Cuando estás en una relación, tu cerebro construye circuitos neuronales enteros alrededor de esa persona. No es una metáfora romántica, es literalmente lo que ocurre a nivel biológico. Cada mensaje suyo, cada abrazo, cada rutina compartida generaba descargas de dopamina y oxitocina. Tu sistema de recompensa aprendió a esperar esa dosis. A depender de ella.
Y entonces la relación termina. Y los circuitos no desaparecen.
Siguen ahí. Activos. Buscando. Enviando señales de alarma al resto del cuerpo que se traducen en insomnio, en ansiedad, en ese dolor físico real en el pecho. Los estudios de neuroimagen muestran que el dolor social activa exactamente las mismas zonas cerebrales que el dolor físico.
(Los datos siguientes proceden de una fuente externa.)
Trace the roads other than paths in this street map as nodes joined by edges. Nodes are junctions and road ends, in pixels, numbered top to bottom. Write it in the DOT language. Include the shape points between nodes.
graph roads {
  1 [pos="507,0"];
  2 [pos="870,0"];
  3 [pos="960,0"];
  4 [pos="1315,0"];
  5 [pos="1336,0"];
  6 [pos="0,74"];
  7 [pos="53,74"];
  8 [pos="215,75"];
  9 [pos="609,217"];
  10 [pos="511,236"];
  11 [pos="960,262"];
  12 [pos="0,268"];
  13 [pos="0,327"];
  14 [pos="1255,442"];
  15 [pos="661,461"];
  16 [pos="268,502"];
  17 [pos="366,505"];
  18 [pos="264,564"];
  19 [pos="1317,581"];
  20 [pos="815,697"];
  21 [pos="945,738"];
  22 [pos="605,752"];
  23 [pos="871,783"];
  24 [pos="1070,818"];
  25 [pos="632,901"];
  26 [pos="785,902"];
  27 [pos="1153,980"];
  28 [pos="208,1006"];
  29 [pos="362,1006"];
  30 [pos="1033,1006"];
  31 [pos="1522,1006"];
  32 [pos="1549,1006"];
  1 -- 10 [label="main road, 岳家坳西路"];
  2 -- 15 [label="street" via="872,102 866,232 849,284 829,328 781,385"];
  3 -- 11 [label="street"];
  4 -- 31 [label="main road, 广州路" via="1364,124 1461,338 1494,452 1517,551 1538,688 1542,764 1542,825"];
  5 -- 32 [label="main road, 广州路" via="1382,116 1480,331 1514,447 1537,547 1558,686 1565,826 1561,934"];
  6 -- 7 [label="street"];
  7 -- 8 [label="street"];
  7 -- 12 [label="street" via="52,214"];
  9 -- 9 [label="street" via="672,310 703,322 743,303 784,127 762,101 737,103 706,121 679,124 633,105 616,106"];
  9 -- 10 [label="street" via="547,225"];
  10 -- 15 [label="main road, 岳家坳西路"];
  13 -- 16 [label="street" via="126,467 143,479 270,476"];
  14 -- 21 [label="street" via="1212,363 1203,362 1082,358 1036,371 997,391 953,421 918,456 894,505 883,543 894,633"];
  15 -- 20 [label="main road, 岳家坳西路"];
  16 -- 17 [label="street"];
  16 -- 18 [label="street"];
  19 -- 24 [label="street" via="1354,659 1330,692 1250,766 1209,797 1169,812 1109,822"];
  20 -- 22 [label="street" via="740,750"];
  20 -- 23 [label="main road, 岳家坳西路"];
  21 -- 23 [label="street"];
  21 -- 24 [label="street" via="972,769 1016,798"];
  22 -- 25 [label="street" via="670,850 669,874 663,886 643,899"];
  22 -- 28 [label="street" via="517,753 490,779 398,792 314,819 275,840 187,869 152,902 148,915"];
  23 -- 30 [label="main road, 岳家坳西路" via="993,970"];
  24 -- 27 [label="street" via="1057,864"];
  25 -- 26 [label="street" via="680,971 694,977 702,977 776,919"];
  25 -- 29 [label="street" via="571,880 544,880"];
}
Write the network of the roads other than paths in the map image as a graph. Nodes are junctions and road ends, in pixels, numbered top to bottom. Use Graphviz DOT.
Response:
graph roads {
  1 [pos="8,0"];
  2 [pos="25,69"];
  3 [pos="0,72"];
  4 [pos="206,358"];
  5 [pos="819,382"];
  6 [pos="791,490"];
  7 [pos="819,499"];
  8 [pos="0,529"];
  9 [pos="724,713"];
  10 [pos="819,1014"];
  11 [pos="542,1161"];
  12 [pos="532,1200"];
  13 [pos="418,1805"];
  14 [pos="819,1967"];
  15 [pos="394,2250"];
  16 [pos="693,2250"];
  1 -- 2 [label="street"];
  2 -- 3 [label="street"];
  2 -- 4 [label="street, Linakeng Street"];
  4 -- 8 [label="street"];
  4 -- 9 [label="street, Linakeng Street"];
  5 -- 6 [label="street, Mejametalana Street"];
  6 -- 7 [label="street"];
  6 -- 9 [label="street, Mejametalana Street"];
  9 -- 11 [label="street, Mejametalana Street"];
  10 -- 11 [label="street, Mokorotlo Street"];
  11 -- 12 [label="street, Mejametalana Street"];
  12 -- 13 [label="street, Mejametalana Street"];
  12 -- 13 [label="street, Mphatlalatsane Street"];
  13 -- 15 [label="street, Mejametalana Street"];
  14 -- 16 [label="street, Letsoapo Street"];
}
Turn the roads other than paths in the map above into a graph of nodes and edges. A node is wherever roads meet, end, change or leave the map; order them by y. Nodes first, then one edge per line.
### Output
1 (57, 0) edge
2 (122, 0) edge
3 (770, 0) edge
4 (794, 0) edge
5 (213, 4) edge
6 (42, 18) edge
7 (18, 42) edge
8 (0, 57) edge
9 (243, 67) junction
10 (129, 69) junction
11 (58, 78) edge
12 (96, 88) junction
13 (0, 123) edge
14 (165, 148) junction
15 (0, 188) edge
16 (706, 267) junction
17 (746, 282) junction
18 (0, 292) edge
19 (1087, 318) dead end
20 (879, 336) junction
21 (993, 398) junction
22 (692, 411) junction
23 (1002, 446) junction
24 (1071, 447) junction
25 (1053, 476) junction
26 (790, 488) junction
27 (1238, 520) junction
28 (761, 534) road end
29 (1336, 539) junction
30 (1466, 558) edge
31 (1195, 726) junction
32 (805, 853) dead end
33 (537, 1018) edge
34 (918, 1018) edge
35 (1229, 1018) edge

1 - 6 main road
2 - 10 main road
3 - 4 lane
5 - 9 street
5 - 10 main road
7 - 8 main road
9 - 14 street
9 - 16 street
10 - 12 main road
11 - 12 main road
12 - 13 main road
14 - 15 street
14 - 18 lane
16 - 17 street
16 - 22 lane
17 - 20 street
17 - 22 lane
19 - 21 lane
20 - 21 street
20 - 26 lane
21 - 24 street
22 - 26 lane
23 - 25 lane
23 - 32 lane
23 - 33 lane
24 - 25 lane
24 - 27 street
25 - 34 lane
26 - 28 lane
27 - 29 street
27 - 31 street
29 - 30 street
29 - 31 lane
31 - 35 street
Por eso revisas su perfil aunque sabes que va a doler. Por eso el bucle mental no para aunque quieras que pare. Por eso llevas meses diciéndote lo que tienes que hacer y sin poder hacerlo.
Lo que Sofía está viviendo no es una crisis de dignidad. Es síndrome de abstinencia química real. Con ese nombre clínico y todo. El mismo mecanismo neurológico que atrapa a cualquier persona en cualquier adicción.